- ASSIGNMENT: Transcribe all records below exactly, without images.

- MATERIAL FOR THE TASK:
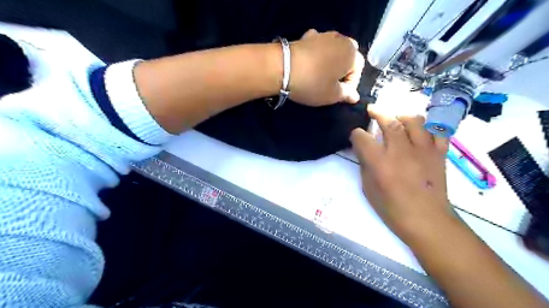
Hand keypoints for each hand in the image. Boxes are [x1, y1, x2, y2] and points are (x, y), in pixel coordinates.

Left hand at [288, 29, 363, 105]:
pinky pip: (318, 46)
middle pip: (348, 56)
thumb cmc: (313, 84)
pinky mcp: (307, 37)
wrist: (283, 68)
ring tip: (322, 75)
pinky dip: (318, 53)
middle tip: (332, 84)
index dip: (350, 86)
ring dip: (331, 62)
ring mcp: (323, 35)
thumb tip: (355, 96)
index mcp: (352, 54)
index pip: (358, 71)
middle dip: (343, 70)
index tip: (340, 96)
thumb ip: (346, 94)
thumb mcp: (332, 95)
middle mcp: (341, 40)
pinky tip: (311, 62)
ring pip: (334, 49)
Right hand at [350, 106, 452, 239]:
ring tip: (397, 119)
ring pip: (414, 120)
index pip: (362, 137)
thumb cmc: (392, 208)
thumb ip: (365, 165)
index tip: (356, 136)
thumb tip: (364, 150)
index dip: (356, 134)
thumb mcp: (368, 188)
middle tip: (372, 110)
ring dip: (402, 116)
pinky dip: (427, 127)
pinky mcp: (439, 153)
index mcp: (379, 162)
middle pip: (389, 121)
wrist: (427, 220)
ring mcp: (423, 150)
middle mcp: (401, 151)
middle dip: (378, 113)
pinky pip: (437, 131)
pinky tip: (420, 130)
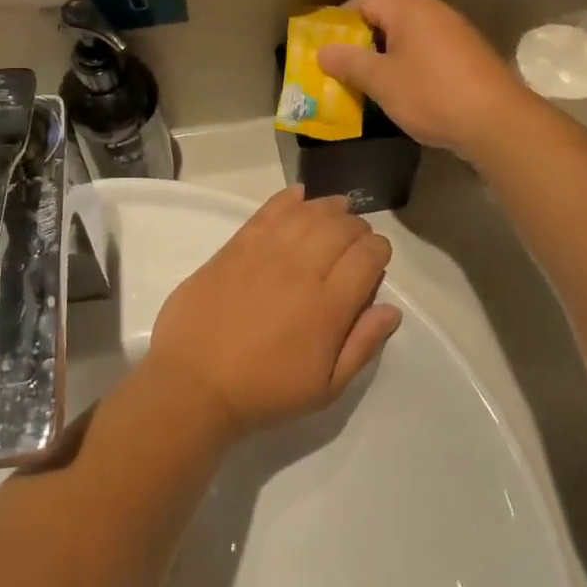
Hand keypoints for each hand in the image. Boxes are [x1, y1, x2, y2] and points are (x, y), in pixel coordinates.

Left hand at [141, 188, 401, 437]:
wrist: (194, 383)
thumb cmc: (264, 391)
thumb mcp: (325, 388)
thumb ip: (362, 346)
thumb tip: (392, 309)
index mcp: (329, 306)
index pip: (367, 256)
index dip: (379, 250)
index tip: (376, 257)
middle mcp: (301, 270)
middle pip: (340, 228)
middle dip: (357, 227)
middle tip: (356, 237)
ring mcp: (265, 253)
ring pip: (307, 214)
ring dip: (327, 207)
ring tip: (336, 209)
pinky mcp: (235, 247)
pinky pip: (267, 212)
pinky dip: (287, 199)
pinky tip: (297, 195)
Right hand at [316, 0, 530, 159]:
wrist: (497, 122)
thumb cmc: (431, 94)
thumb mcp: (381, 81)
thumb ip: (349, 62)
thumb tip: (323, 51)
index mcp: (409, 8)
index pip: (364, 0)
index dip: (339, 21)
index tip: (324, 47)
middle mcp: (433, 11)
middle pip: (385, 17)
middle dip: (360, 42)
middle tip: (340, 68)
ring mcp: (454, 32)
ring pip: (406, 37)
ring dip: (384, 57)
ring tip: (366, 84)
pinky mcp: (467, 55)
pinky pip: (425, 52)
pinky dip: (407, 66)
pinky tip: (401, 92)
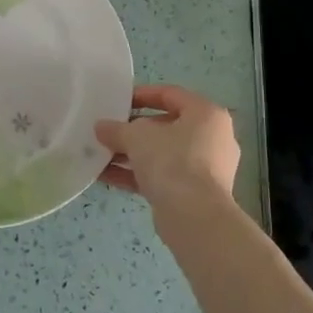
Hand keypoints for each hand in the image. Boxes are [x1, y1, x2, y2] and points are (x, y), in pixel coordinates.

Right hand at [95, 84, 240, 205]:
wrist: (195, 217)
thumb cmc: (172, 162)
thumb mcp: (137, 137)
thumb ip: (117, 129)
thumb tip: (101, 127)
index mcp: (206, 114)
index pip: (170, 94)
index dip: (141, 95)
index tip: (117, 101)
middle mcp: (212, 138)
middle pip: (166, 126)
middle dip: (133, 130)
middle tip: (108, 132)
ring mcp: (206, 168)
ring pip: (163, 154)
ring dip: (131, 154)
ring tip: (101, 155)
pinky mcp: (195, 194)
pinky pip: (163, 176)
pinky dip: (137, 175)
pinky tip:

- RESPONSE FOR THIS EXERCISE:
Hand keypoints for each hand in the image. Boxes are [x1, y1, x2, y2] and points are (x, y), in pixel coordinates.

Left hand at [288, 29, 363, 105]:
pinky pip: (318, 46)
middle pip: (348, 56)
thumb cmc: (313, 84)
pinky mcp: (307, 37)
wrist: (283, 68)
ring tip: (322, 75)
pinky dip: (318, 53)
middle tip: (332, 84)
index dip: (350, 86)
ring dip: (331, 62)
ring mcp: (323, 35)
thumb tip: (355, 96)
index mcp: (352, 54)
index pip: (358, 71)
middle dip: (343, 70)
index tip: (340, 96)
thumb ip: (346, 94)
thumb mcp: (332, 95)
middle mcp: (341, 40)
pinky tip: (311, 62)
ring pip: (334, 49)
Right hand at [350, 106, 452, 239]:
ring tip: (397, 119)
ring pip: (414, 120)
index pip: (362, 137)
thumb cmc: (392, 208)
thumb ip: (365, 165)
index tip: (356, 136)
thumb tip: (364, 150)
index dip: (356, 134)
thumb mcp: (368, 188)
middle tip: (372, 110)
ring dip: (402, 116)
pinky dip: (427, 127)
pinky mcp: (439, 153)
index mcp: (379, 162)
middle pip: (389, 121)
wrist: (427, 220)
ring mcp: (423, 150)
middle mcp: (401, 151)
middle dip: (378, 113)
pinky pip: (437, 131)
pinky tip: (420, 130)
Hand keypoints for each hand in the image. Boxes are [x1, y1, x2, y2] and points are (x, y), in pixel coordinates.

Left hand at [141, 188, 401, 437]:
wrist: (194, 383)
thumb cmc: (264, 391)
thumb mcp: (325, 388)
thumb ip: (362, 346)
thumb tip: (392, 309)
index mcp: (329, 306)
index pip: (367, 256)
index dip: (379, 250)
index tip: (376, 257)
middle mcp: (301, 270)
middle pip: (340, 228)
middle dip: (357, 227)
middle tip: (356, 237)
ring mcp: (265, 253)
ring pip: (307, 214)
ring dip: (327, 207)
ring tip: (336, 209)
pinky mcp: (235, 247)
pinky pip: (267, 212)
pinky dip: (287, 199)
pinky tip: (297, 195)
Right hand at [316, 0, 530, 159]:
wrist: (497, 122)
thumb cmc: (431, 94)
thumb mcp: (381, 81)
thumb ip: (349, 62)
thumb tip: (323, 51)
index mcp: (409, 8)
index pip: (364, 0)
index dip: (339, 21)
index tip: (324, 47)
middle mcp: (433, 11)
middle pip: (385, 17)
middle dip: (360, 42)
middle tip: (340, 68)
ring mcp: (454, 32)
ring pip: (406, 37)
ring dip: (384, 57)
ring tip: (366, 84)
pinky mcp: (467, 55)
pinky pip: (425, 52)
pinky dip: (407, 66)
pinky tip: (401, 92)
Hand keypoints for each hand in the image. Boxes are [x1, y1, x2, y2] and points are (x, y), in pixel coordinates.

Right hand at [95, 84, 240, 205]:
wrist: (195, 217)
thumb cmc: (172, 162)
thumb mcp: (137, 137)
thumb ip: (117, 129)
thumb tip: (101, 127)
index mcp: (206, 114)
index pip: (170, 94)
index dip: (141, 95)
index tip: (117, 101)
middle mcp: (212, 138)
middle pip: (166, 126)
middle dip: (133, 130)
middle tip: (108, 132)
ring mcp: (206, 168)
ring pip: (163, 154)
ring dip: (131, 154)
ring tip: (101, 155)
pinky mcp: (195, 194)
pinky pip: (163, 176)
pinky dip: (137, 175)
pinky tip:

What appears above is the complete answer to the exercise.